§ **Task instructions**:
Look through the listing for the string "Church" and copy out every line that holds it.

§ **Material for the task**:
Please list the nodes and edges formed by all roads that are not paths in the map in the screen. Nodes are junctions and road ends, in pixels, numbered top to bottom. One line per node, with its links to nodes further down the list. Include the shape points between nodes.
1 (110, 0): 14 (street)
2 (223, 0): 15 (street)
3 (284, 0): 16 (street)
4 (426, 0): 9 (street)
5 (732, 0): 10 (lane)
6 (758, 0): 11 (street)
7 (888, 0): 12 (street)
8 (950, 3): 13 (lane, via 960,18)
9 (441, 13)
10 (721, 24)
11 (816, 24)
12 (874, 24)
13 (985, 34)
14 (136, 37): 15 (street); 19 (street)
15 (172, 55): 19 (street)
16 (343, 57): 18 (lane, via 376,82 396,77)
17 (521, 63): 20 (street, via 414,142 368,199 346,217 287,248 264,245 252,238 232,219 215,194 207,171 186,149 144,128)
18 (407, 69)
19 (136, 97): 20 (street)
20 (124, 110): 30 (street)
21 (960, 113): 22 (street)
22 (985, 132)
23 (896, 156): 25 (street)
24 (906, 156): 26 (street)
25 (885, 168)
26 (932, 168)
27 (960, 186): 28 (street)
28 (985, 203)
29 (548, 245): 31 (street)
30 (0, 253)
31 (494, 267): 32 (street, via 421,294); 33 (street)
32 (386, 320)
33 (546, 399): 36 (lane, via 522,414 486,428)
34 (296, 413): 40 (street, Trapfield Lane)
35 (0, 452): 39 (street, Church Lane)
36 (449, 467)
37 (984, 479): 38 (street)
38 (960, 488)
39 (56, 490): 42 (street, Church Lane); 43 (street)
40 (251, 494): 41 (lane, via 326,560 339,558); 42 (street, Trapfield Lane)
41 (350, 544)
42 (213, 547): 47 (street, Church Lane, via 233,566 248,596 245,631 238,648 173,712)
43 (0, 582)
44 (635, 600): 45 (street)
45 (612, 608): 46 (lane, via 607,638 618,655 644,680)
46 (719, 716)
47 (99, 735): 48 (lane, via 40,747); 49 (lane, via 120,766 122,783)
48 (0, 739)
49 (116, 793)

§ **Written answer**:
35 (0, 452): 39 (street, Church Lane)
39 (56, 490): 42 (street, Church Lane); 43 (street)
42 (213, 547): 47 (street, Church Lane, via 233,566 248,596 245,631 238,648 173,712)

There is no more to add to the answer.